I just want to thank Vanesch and all of the others who patiently contributed posts to clear up this question I had. I guess the short answer is that if the entanglement of the 'B' photons can reveal which slit the 'A' photons go through, then there will be no interference. If the 'B' photons do not reveal the which-path information, then there will be interference.

I think that's a fair summary, yes.

A slightly longer answer would note that you really need to do coincidence counting to be sure that you're dealing with entangled pairs, and that the geometry of the 'B' detector employed for this purpose can apparently also have an influence.

It seems pretty simple when you look at it this way. Thanks
again!

Yes, exactly. And you could even add yet another caveat: EVEN if you're using entangled pairs, and EVEN if the entanglement doesn't permit you *in principle* to deduce which-slit information using photon B (so that we are in the case where A can interfere), there might always be another, prozaic reason why we don't observe interference. The only thing we can say is that interference is potentially possible (in other words, that the entanglement is not forbidding an interference ; but maybe something else is screwing it up).

But the essential statement is indeed this: if the entanglement allows you, in principle, to use photon B to find out through which slit photon A went, in a specific interference setup, then this same entanglement will make it impossible for photon A to give rise to interference in this setup.

But to the person only looking at beam A (which might even ignore that beam A is entangled with something else), the photons of beam A do not look somehow "peculiar" in that they "refuse to interfere". He just sees beam A as a stochastic mixture of "photons in a mode that only go through slit 1" and "photons in a mode that only go through slit 2", and as such, he's not suprised not to see, from this mixture, any interference pattern.
this mixture is dictated by the reduced density matrix (reduced to beam A only) of the entangled state. The reason for that is that, if the entanglement allows you to find out "which slit" A went through, it means that the mode of A entangled with this tagging state for saying "slit 1" of photon B is a mode that only goes through slit 1, and the mode of A entangled with the tagging state for saying "slit 2" of photon B, is a mode that only goes through slit 2. As such, beam A, as seen alone, is a mixture of photons that only go through slit 1, or only go through slit 2. As such, it is not surprising that there is no interference from the mixture.

 

[bruce2g]

I'm starting to think that it'd be nice to actually perform some of these experiments. As I understand it, it only costs around $10,000-$15,000 for a complete setup (laser, pdc, detectors, mounts, etc), and there have been some recent papers about setting up undergrad labs (complete with parts lists and vendor addresses!). I think I'll see if some undergrad might be interested in exploring the effect of the 'B' detector's geometry on the interference, as a lab project, and report any results back here.

 

[alexepascual]

I'm starting to think that it'd be nice to actually perform some of these experiments. As I understand it, it only costs around $10,000-$15,000 for a complete setup (laser, pdc, detectors, mounts, etc), and there have been some recent papers about setting up undergrad labs (complete with parts lists and vendor addresses!). I think I'll see if some undergrad might be interested in exploring the effect of the 'B' detector's geometry on the interference, as a lab project, and report any results back here.

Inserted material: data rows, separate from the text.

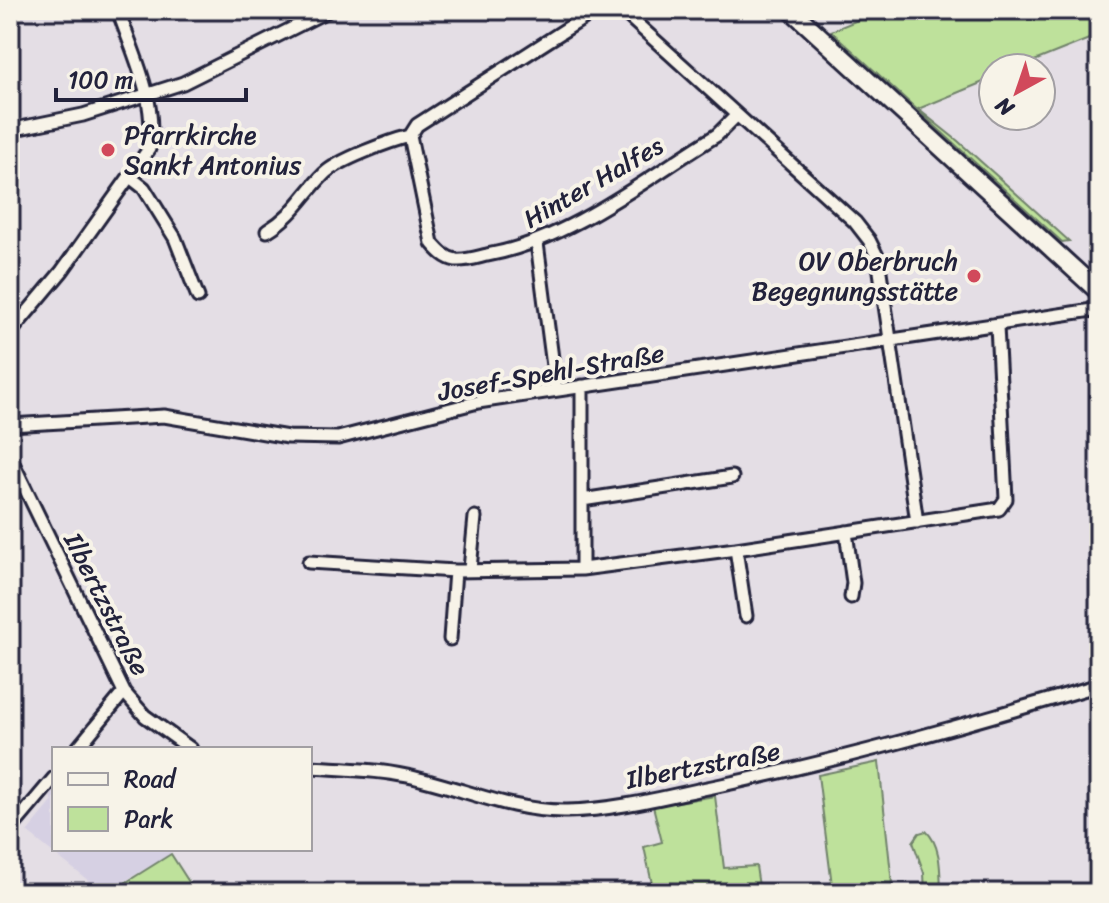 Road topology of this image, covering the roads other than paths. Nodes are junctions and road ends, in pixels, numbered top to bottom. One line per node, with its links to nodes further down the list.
1 (118, 10): 6 (street)
2 (329, 10): 6 (street)
3 (596, 10): 9 (street)
4 (617, 10): 7 (street)
5 (791, 10): 13 (main road)
6 (147, 96): 8 (street); 10 (street)
7 (736, 116): 12 (street, Hinter Halfes); 18 (street)
8 (10, 130)
9 (410, 136): 11 (street); 12 (street, Hinter Halfes)
10 (130, 177): 14 (street); 17 (street)
11 (267, 231)
12 (537, 243): 20 (street)
13 (1099, 292)
14 (198, 297)
15 (1099, 309): 16 (street, Josef-Spehl-Straße)
16 (997, 326): 18 (street, Josef-Spehl-Straße); 26 (street)
17 (10, 333)
18 (890, 341): 19 (street, Josef-Spehl-Straße); 26 (street)
19 (582, 386): 20 (street, Josef-Spehl-Straße); 24 (street)
20 (556, 389): 21 (street, Josef-Spehl-Straße)
21 (10, 425)
22 (10, 457): 37 (street, Ilbertzstraße)
23 (732, 477): 24 (street)
24 (582, 500): 31 (street)
25 (475, 517): 30 (street)
26 (917, 522): 27 (street)
27 (846, 532): 28 (street); 33 (street)
28 (736, 549): 31 (street); 34 (street)
29 (309, 562): 32 (street)
30 (470, 569): 31 (street); 32 (street)
31 (582, 569)
32 (455, 571): 35 (street)
33 (851, 597)
34 (746, 616)
35 (450, 639)
36 (1099, 685): 40 (street, Ilbertzstraße)
37 (124, 692): 38 (street); 39 (street, Ilbertzstraße)
38 (79, 747)
39 (188, 747)
40 (312, 767)
41 (52, 780): 42 (street)
42 (10, 830) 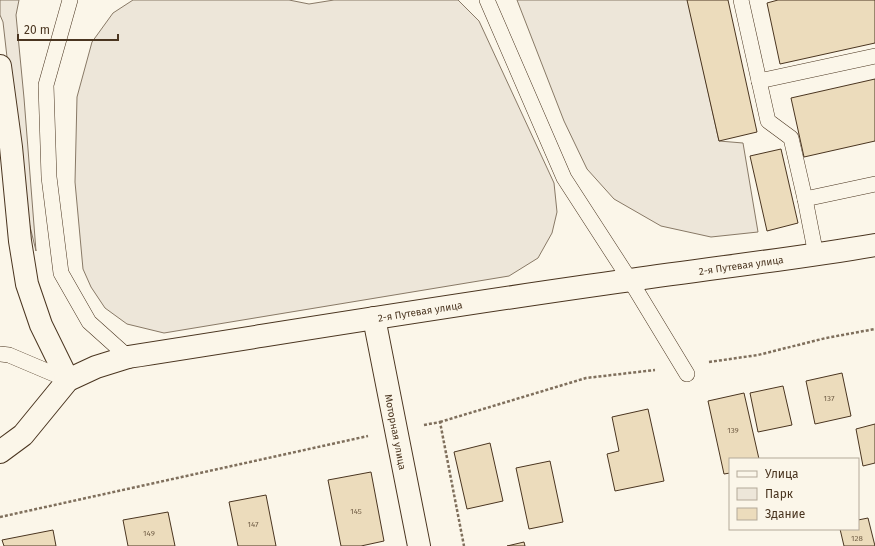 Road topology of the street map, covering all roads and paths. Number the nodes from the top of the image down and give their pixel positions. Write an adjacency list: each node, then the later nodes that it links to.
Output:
1 (70, 0): 14 (lane)
2 (487, 0): 11 (lane)
3 (741, 0): 6 (lane)
4 (875, 56): 6 (lane)
5 (0, 66): 16 (street)
6 (759, 81): 8 (lane)
7 (875, 184): 8 (lane)
8 (805, 199): 10 (lane)
9 (875, 245): 10 (street, 2-я Путевая улица)
10 (816, 255): 11 (street, 2-я Путевая улица)
11 (630, 280): 12 (street, 2-я Путевая улица); 15 (lane)
12 (374, 318): 14 (street, 2-я Путевая улица); 17 (street, Моторная улица)
13 (0, 354): 16 (lane)
14 (128, 357): 16 (street, 2-я Путевая улица)
15 (687, 374)
16 (68, 380): 18 (street, 2-я Путевая улица)
17 (396, 430): 19 (path); 20 (street, Моторная улица); 21 (path)
18 (0, 452)
19 (0, 517)
20 (419, 546)
21 (464, 546) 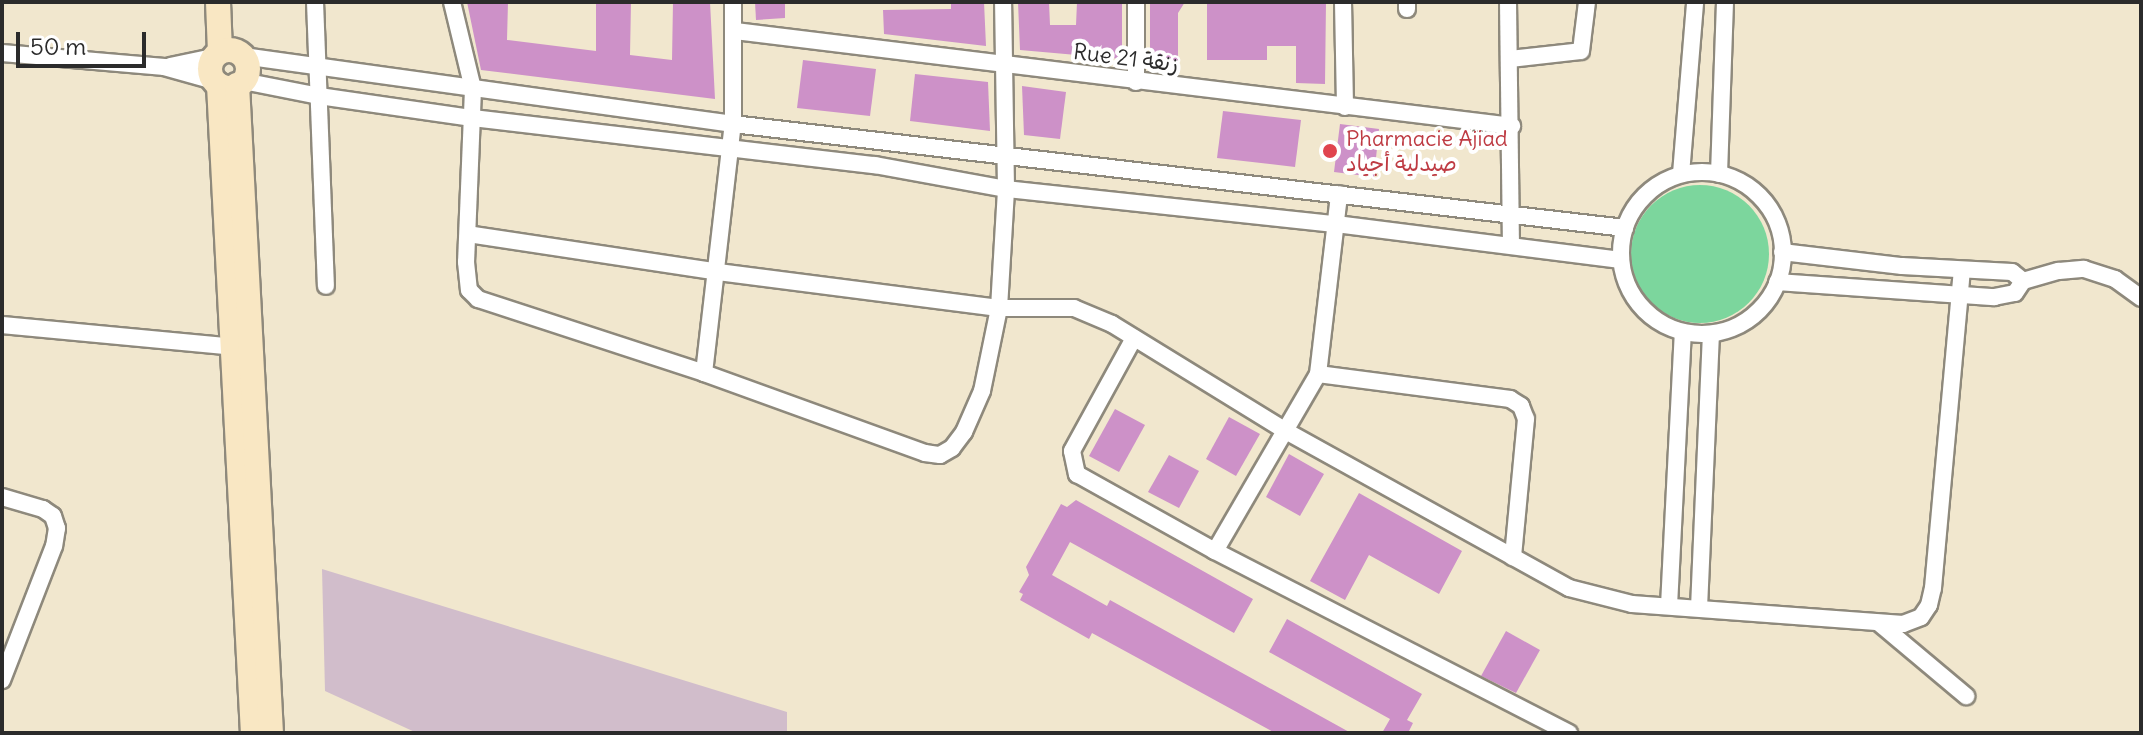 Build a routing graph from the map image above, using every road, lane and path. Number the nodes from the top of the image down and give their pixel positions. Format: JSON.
{"nodes":[{"id":1,"x":218,"y":2,"type":"edge"},
{"id":2,"x":234,"y":2,"type":"edge"},
{"id":3,"x":315,"y":2,"type":"edge"},
{"id":4,"x":452,"y":2,"type":"edge"},
{"id":5,"x":733,"y":2,"type":"edge"},
{"id":6,"x":1003,"y":2,"type":"edge"},
{"id":7,"x":1136,"y":2,"type":"edge"},
{"id":8,"x":1343,"y":2,"type":"edge"},
{"id":9,"x":1508,"y":2,"type":"edge"},
{"id":10,"x":1587,"y":2,"type":"edge"},
{"id":11,"x":1695,"y":2,"type":"edge"},
{"id":12,"x":1725,"y":2,"type":"edge"},
{"id":13,"x":735,"y":31,"type":"junction"},
{"id":14,"x":2,"y":53,"type":"edge"},
{"id":15,"x":1510,"y":59,"type":"junction"},
{"id":16,"x":1005,"y":66,"type":"junction"},
{"id":17,"x":318,"y":68,"type":"junction"},
{"id":18,"x":228,"y":69,"type":"junction"},
{"id":19,"x":1136,"y":82,"type":"junction"},
{"id":20,"x":473,"y":89,"type":"junction"},
{"id":21,"x":319,"y":96,"type":"junction"},
{"id":22,"x":1345,"y":107,"type":"junction"},
{"id":23,"x":472,"y":118,"type":"junction"},
{"id":24,"x":733,"y":124,"type":"junction"},
{"id":25,"x":1512,"y":126,"type":"junction"},
{"id":26,"x":731,"y":149,"type":"junction"},
{"id":27,"x":1005,"y":154,"type":"junction"},
{"id":28,"x":1681,"y":174,"type":"junction"},
{"id":29,"x":1719,"y":174,"type":"junction"},
{"id":30,"x":1006,"y":189,"type":"junction"},
{"id":31,"x":1339,"y":194,"type":"junction"},
{"id":32,"x":1511,"y":217,"type":"junction"},
{"id":33,"x":1336,"y":224,"type":"junction"},
{"id":34,"x":1625,"y":228,"type":"junction"},
{"id":35,"x":468,"y":234,"type":"junction"},
{"id":36,"x":1511,"y":245,"type":"junction"},
{"id":37,"x":1782,"y":252,"type":"junction"},
{"id":38,"x":1621,"y":260,"type":"junction"},
{"id":39,"x":1962,"y":270,"type":"junction"},
{"id":40,"x":718,"y":272,"type":"junction"},
{"id":41,"x":2023,"y":281,"type":"junction"},
{"id":42,"x":1777,"y":282,"type":"junction"},
{"id":43,"x":326,"y":286,"type":"dead end"},
{"id":44,"x":1960,"y":295,"type":"junction"},
{"id":45,"x":2141,"y":298,"type":"edge"},
{"id":46,"x":999,"y":308,"type":"junction"},
{"id":47,"x":2,"y":325,"type":"edge"},
{"id":48,"x":1683,"y":332,"type":"junction"},
{"id":49,"x":1711,"y":334,"type":"junction"},
{"id":50,"x":1134,"y":338,"type":"junction"},
{"id":51,"x":233,"y":347,"type":"junction"},
{"id":52,"x":704,"y":373,"type":"junction"},
{"id":53,"x":1318,"y":374,"type":"junction"},
{"id":54,"x":1284,"y":430,"type":"junction"},
{"id":55,"x":2,"y":497,"type":"edge"},
{"id":56,"x":1215,"y":551,"type":"junction"},
{"id":57,"x":1513,"y":557,"type":"junction"},
{"id":58,"x":1669,"y":606,"type":"junction"},
{"id":59,"x":1699,"y":608,"type":"junction"},
{"id":60,"x":1879,"y":623,"type":"junction"},
{"id":61,"x":2,"y":680,"type":"edge"},
{"id":62,"x":1966,"y":696,"type":"dead end"},
{"id":63,"x":253,"y":733,"type":"edge"},
{"id":64,"x":271,"y":733,"type":"edge"},
{"id":65,"x":1569,"y":733,"type":"edge"}],
"edges":[{"from":1,"to":18,"type":"main road"},
{"from":2,"to":18,"type":"main road"},
{"from":3,"to":17,"type":"street"},
{"from":4,"to":20,"type":"street"},
{"from":5,"to":13,"type":"street"},
{"from":6,"to":16,"type":"street"},
{"from":7,"to":19,"type":"street"},
{"from":8,"to":22,"type":"street"},
{"from":9,"to":15,"type":"street"},
{"from":10,"to":15,"type":"street"},
{"from":11,"to":28,"type":"street"},
{"from":12,"to":29,"type":"street"},
{"from":13,"to":16,"type":"street","name":"Rue 21 زنقة"},
{"from":13,"to":24,"type":"street"},
{"from":14,"to":18,"type":"street"},
{"from":15,"to":25,"type":"street"},
{"from":16,"to":19,"type":"street","name":"Rue 21 زنقة"},
{"from":16,"to":27,"type":"street"},
{"from":17,"to":18,"type":"street"},
{"from":17,"to":20,"type":"street"},
{"from":17,"to":21,"type":"street"},
{"from":18,"to":21,"type":"street"},
{"from":18,"to":51,"type":"main road"},
{"from":18,"to":64,"type":"main road"},
{"from":19,"to":22,"type":"street","name":"Rue 21 زنقة"},
{"from":20,"to":23,"type":"street"},
{"from":20,"to":24,"type":"street"},
{"from":21,"to":23,"type":"street"},
{"from":21,"to":43,"type":"street"},
{"from":22,"to":25,"type":"street","name":"Rue 21 زنقة"},
{"from":23,"to":26,"type":"street"},
{"from":23,"to":35,"type":"street"},
{"from":24,"to":26,"type":"street"},
{"from":24,"to":27,"type":"street"},
{"from":25,"to":32,"type":"street"},
{"from":26,"to":30,"type":"street"},
{"from":26,"to":40,"type":"street"},
{"from":27,"to":30,"type":"street"},
{"from":27,"to":31,"type":"street"},
{"from":28,"to":29,"type":"street"},
{"from":28,"to":34,"type":"street"},
{"from":29,"to":37,"type":"street"},
{"from":30,"to":33,"type":"street"},
{"from":30,"to":46,"type":"street"},
{"from":31,"to":32,"type":"street"},
{"from":31,"to":33,"type":"street"},
{"from":32,"to":34,"type":"street"},
{"from":32,"to":36,"type":"street"},
{"from":33,"to":36,"type":"street"},
{"from":33,"to":53,"type":"street"},
{"from":34,"to":38,"type":"street"},
{"from":35,"to":40,"type":"street"},
{"from":35,"to":52,"type":"street"},
{"from":36,"to":38,"type":"street"},
{"from":37,"to":39,"type":"street"},
{"from":37,"to":42,"type":"street"},
{"from":38,"to":48,"type":"street"},
{"from":39,"to":41,"type":"street"},
{"from":39,"to":44,"type":"street"},
{"from":40,"to":46,"type":"street"},
{"from":40,"to":52,"type":"street"},
{"from":41,"to":44,"type":"street"},
{"from":41,"to":45,"type":"street"},
{"from":42,"to":44,"type":"street"},
{"from":42,"to":49,"type":"street"},
{"from":44,"to":60,"type":"street"},
{"from":46,"to":50,"type":"street"},
{"from":46,"to":52,"type":"street"},
{"from":47,"to":51,"type":"street"},
{"from":48,"to":49,"type":"street"},
{"from":48,"to":58,"type":"street"},
{"from":49,"to":59,"type":"street"},
{"from":50,"to":54,"type":"street"},
{"from":50,"to":56,"type":"street"},
{"from":51,"to":63,"type":"main road"},
{"from":53,"to":54,"type":"street"},
{"from":53,"to":57,"type":"street"},
{"from":54,"to":56,"type":"street"},
{"from":54,"to":57,"type":"street"},
{"from":55,"to":61,"type":"street"},
{"from":56,"to":65,"type":"street"},
{"from":57,"to":58,"type":"street"},
{"from":58,"to":59,"type":"street"},
{"from":59,"to":60,"type":"street"},
{"from":60,"to":62,"type":"street"}]} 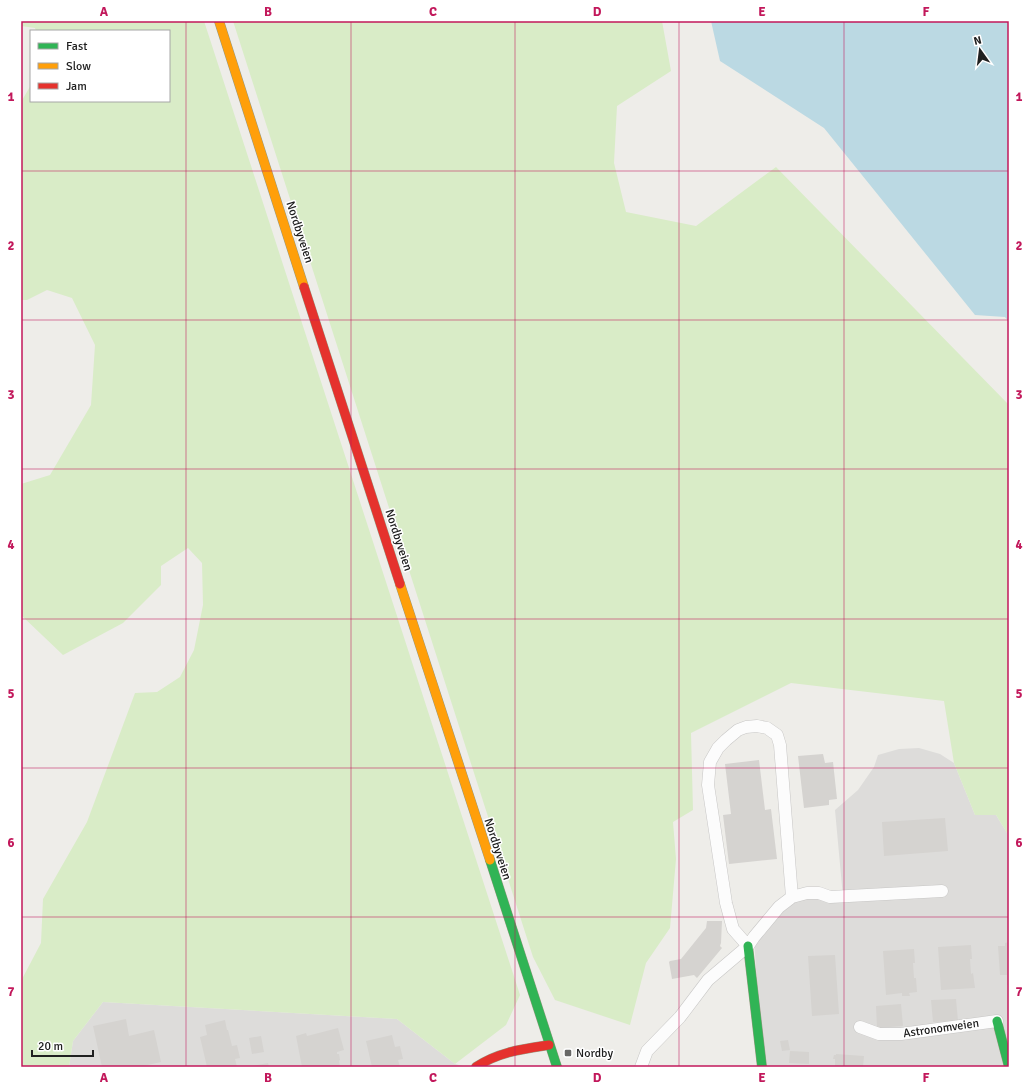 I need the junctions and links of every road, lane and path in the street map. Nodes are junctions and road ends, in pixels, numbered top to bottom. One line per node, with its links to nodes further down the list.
1 (220, 21): 8 (main road, Nordbyveien)
2 (942, 891): 3 (lane)
3 (792, 897): 4 (lane); 4 (lane)
4 (748, 946): 11 (lane); 12 (main road)
5 (997, 1021): 6 (lane, Astronomveien); 7 (main road, Astronomveien)
6 (860, 1027)
7 (1006, 1044): 13 (main road, Astronomveien)
8 (549, 1045): 9 (main road); 10 (main road, Nordbyveien)
9 (476, 1067)
10 (557, 1067)
11 (641, 1067)
12 (762, 1067)
13 (1009, 1067)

I recently started another thread about the same issue without being aware obout this one.
The thread: https://www.physicsforums.com/showthread.php?t=334069

Now, I see that activity on this thread stopped in 2006. I wonder why.
I also wonder if anybody managed to do the experiments suggested by bruce.

I didn't read meticulously this thread but by looking specially at the last posts it appears that there was no consensus as to what to expect.